» **Given information**:
------------

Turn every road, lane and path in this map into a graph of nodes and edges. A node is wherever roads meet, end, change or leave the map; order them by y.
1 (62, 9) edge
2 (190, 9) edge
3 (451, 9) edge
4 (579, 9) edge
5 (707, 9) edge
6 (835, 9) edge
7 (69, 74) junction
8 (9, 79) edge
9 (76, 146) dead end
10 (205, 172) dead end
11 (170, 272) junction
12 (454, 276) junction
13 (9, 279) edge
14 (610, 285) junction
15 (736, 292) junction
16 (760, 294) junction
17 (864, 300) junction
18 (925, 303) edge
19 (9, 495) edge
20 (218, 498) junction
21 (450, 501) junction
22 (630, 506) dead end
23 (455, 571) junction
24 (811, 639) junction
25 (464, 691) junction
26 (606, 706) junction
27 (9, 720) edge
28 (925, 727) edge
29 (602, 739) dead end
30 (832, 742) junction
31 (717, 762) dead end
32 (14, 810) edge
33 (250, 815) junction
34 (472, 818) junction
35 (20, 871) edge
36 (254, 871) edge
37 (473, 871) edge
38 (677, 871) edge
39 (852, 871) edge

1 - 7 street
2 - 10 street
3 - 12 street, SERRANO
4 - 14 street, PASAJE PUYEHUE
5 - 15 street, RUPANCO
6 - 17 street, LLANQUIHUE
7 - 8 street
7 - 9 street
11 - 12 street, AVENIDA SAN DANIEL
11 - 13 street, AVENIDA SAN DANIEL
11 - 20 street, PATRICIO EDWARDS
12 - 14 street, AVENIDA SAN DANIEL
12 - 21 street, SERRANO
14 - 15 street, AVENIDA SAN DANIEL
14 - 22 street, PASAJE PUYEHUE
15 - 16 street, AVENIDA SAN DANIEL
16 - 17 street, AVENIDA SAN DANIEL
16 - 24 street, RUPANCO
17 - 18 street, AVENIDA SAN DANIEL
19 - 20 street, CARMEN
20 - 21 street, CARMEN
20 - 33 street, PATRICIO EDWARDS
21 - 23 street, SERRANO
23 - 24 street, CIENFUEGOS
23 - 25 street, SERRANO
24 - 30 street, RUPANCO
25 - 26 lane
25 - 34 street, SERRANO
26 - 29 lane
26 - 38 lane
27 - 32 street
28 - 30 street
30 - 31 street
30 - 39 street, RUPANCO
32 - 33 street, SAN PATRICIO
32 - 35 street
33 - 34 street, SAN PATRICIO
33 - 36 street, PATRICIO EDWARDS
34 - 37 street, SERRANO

------------

» **Instructions to follow**: Copy out each entry above with no deviation.

» **Answer below**:
Turn every road, lane and path in this map into a graph of nodes and edges. A node is wherever roads meet, end, change or leave the map; order them by y.
1 (62, 9) edge
2 (190, 9) edge
3 (451, 9) edge
4 (579, 9) edge
5 (707, 9) edge
6 (835, 9) edge
7 (69, 74) junction
8 (9, 79) edge
9 (76, 146) dead end
10 (205, 172) dead end
11 (170, 272) junction
12 (454, 276) junction
13 (9, 279) edge
14 (610, 285) junction
15 (736, 292) junction
16 (760, 294) junction
17 (864, 300) junction
18 (925, 303) edge
19 (9, 495) edge
20 (218, 498) junction
21 (450, 501) junction
22 (630, 506) dead end
23 (455, 571) junction
24 (811, 639) junction
25 (464, 691) junction
26 (606, 706) junction
27 (9, 720) edge
28 (925, 727) edge
29 (602, 739) dead end
30 (832, 742) junction
31 (717, 762) dead end
32 (14, 810) edge
33 (250, 815) junction
34 (472, 818) junction
35 (20, 871) edge
36 (254, 871) edge
37 (473, 871) edge
38 (677, 871) edge
39 (852, 871) edge

1 - 7 street
2 - 10 street
3 - 12 street, SERRANO
4 - 14 street, PASAJE PUYEHUE
5 - 15 street, RUPANCO
6 - 17 street, LLANQUIHUE
7 - 8 street
7 - 9 street
11 - 12 street, AVENIDA SAN DANIEL
11 - 13 street, AVENIDA SAN DANIEL
11 - 20 street, PATRICIO EDWARDS
12 - 14 street, AVENIDA SAN DANIEL
12 - 21 street, SERRANO
14 - 15 street, AVENIDA SAN DANIEL
14 - 22 street, PASAJE PUYEHUE
15 - 16 street, AVENIDA SAN DANIEL
16 - 17 street, AVENIDA SAN DANIEL
16 - 24 street, RUPANCO
17 - 18 street, AVENIDA SAN DANIEL
19 - 20 street, CARMEN
20 - 21 street, CARMEN
20 - 33 street, PATRICIO EDWARDS
21 - 23 street, SERRANO
23 - 24 street, CIENFUEGOS
23 - 25 street, SERRANO
24 - 30 street, RUPANCO
25 - 26 lane
25 - 34 street, SERRANO
26 - 29 lane
26 - 38 lane
27 - 32 street
28 - 30 street
30 - 31 street
30 - 39 street, RUPANCO
32 - 33 street, SAN PATRICIO
32 - 35 street
33 - 34 street, SAN PATRICIO
33 - 36 street, PATRICIO EDWARDS
34 - 37 street, SERRANO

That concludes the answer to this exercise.